- **Exercise details**:
In full and without alteration, output each record given here.

- **Raw data**:
··········

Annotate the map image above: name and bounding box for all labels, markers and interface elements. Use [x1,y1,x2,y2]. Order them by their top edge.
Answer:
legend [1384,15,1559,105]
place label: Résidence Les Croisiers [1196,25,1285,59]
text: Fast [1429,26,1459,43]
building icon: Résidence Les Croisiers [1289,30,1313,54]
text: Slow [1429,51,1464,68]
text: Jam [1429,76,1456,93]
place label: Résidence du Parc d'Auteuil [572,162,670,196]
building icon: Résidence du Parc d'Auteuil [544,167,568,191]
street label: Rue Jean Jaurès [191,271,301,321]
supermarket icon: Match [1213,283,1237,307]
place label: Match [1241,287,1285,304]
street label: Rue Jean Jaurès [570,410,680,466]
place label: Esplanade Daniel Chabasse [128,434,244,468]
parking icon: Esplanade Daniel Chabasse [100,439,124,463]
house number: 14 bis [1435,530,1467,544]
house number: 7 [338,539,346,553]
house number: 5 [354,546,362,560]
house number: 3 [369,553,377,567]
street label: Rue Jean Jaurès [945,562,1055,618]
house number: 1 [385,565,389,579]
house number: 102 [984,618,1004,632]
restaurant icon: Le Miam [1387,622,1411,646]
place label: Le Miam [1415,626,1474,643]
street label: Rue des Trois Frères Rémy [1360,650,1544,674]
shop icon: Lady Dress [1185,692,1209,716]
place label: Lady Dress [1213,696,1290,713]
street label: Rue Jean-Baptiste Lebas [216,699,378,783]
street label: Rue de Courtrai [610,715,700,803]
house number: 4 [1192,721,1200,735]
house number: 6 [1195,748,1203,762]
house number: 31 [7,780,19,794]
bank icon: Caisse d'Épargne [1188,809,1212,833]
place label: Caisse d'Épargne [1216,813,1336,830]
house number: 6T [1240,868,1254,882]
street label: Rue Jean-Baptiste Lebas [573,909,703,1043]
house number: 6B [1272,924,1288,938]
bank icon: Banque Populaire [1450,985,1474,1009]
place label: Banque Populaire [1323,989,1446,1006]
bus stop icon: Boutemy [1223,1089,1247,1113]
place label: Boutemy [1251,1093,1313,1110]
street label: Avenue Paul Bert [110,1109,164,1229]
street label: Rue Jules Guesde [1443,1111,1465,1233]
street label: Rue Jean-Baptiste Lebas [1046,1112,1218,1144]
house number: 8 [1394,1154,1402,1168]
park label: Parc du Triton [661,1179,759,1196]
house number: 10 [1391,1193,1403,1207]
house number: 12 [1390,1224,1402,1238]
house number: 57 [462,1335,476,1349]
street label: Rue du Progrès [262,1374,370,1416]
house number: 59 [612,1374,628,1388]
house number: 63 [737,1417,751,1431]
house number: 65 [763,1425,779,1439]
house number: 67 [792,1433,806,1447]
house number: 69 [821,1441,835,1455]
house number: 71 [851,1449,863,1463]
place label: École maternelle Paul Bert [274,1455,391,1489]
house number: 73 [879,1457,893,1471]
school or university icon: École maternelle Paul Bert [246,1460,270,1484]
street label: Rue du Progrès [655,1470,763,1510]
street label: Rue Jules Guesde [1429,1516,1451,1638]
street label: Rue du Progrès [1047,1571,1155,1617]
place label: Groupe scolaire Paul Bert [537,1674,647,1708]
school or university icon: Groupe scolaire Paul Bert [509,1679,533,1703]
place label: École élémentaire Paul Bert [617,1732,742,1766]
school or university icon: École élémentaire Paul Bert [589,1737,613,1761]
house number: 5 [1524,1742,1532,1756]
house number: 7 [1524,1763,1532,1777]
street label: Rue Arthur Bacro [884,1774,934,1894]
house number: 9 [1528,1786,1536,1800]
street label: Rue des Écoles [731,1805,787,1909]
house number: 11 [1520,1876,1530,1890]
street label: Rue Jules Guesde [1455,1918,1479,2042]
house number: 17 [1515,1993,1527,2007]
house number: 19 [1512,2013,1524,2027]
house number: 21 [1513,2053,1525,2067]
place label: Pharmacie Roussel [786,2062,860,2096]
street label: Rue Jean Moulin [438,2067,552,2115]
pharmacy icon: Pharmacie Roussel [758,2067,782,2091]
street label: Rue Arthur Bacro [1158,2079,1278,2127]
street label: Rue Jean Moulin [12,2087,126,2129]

··········

- **Answer for the task**:
Annotate the map image above: name and bounding box for all labels, markers and interface elements. Use [x1,y1,x2,y2]. Order them by their top edge.
Answer:
legend [1384,15,1559,105]
place label: Résidence Les Croisiers [1196,25,1285,59]
text: Fast [1429,26,1459,43]
building icon: Résidence Les Croisiers [1289,30,1313,54]
text: Slow [1429,51,1464,68]
text: Jam [1429,76,1456,93]
place label: Résidence du Parc d'Auteuil [572,162,670,196]
building icon: Résidence du Parc d'Auteuil [544,167,568,191]
street label: Rue Jean Jaurès [191,271,301,321]
supermarket icon: Match [1213,283,1237,307]
place label: Match [1241,287,1285,304]
street label: Rue Jean Jaurès [570,410,680,466]
place label: Esplanade Daniel Chabasse [128,434,244,468]
parking icon: Esplanade Daniel Chabasse [100,439,124,463]
house number: 14 bis [1435,530,1467,544]
house number: 7 [338,539,346,553]
house number: 5 [354,546,362,560]
house number: 3 [369,553,377,567]
street label: Rue Jean Jaurès [945,562,1055,618]
house number: 1 [385,565,389,579]
house number: 102 [984,618,1004,632]
restaurant icon: Le Miam [1387,622,1411,646]
place label: Le Miam [1415,626,1474,643]
street label: Rue des Trois Frères Rémy [1360,650,1544,674]
shop icon: Lady Dress [1185,692,1209,716]
place label: Lady Dress [1213,696,1290,713]
street label: Rue Jean-Baptiste Lebas [216,699,378,783]
street label: Rue de Courtrai [610,715,700,803]
house number: 4 [1192,721,1200,735]
house number: 6 [1195,748,1203,762]
house number: 31 [7,780,19,794]
bank icon: Caisse d'Épargne [1188,809,1212,833]
place label: Caisse d'Épargne [1216,813,1336,830]
house number: 6T [1240,868,1254,882]
street label: Rue Jean-Baptiste Lebas [573,909,703,1043]
house number: 6B [1272,924,1288,938]
bank icon: Banque Populaire [1450,985,1474,1009]
place label: Banque Populaire [1323,989,1446,1006]
bus stop icon: Boutemy [1223,1089,1247,1113]
place label: Boutemy [1251,1093,1313,1110]
street label: Avenue Paul Bert [110,1109,164,1229]
street label: Rue Jules Guesde [1443,1111,1465,1233]
street label: Rue Jean-Baptiste Lebas [1046,1112,1218,1144]
house number: 8 [1394,1154,1402,1168]
park label: Parc du Triton [661,1179,759,1196]
house number: 10 [1391,1193,1403,1207]
house number: 12 [1390,1224,1402,1238]
house number: 57 [462,1335,476,1349]
street label: Rue du Progrès [262,1374,370,1416]
house number: 59 [612,1374,628,1388]
house number: 63 [737,1417,751,1431]
house number: 65 [763,1425,779,1439]
house number: 67 [792,1433,806,1447]
house number: 69 [821,1441,835,1455]
house number: 71 [851,1449,863,1463]
place label: École maternelle Paul Bert [274,1455,391,1489]
house number: 73 [879,1457,893,1471]
school or university icon: École maternelle Paul Bert [246,1460,270,1484]
street label: Rue du Progrès [655,1470,763,1510]
street label: Rue Jules Guesde [1429,1516,1451,1638]
street label: Rue du Progrès [1047,1571,1155,1617]
place label: Groupe scolaire Paul Bert [537,1674,647,1708]
school or university icon: Groupe scolaire Paul Bert [509,1679,533,1703]
place label: École élémentaire Paul Bert [617,1732,742,1766]
school or university icon: École élémentaire Paul Bert [589,1737,613,1761]
house number: 5 [1524,1742,1532,1756]
house number: 7 [1524,1763,1532,1777]
street label: Rue Arthur Bacro [884,1774,934,1894]
house number: 9 [1528,1786,1536,1800]
street label: Rue des Écoles [731,1805,787,1909]
house number: 11 [1520,1876,1530,1890]
street label: Rue Jules Guesde [1455,1918,1479,2042]
house number: 17 [1515,1993,1527,2007]
house number: 19 [1512,2013,1524,2027]
house number: 21 [1513,2053,1525,2067]
place label: Pharmacie Roussel [786,2062,860,2096]
street label: Rue Jean Moulin [438,2067,552,2115]
pharmacy icon: Pharmacie Roussel [758,2067,782,2091]
street label: Rue Arthur Bacro [1158,2079,1278,2127]
street label: Rue Jean Moulin [12,2087,126,2129]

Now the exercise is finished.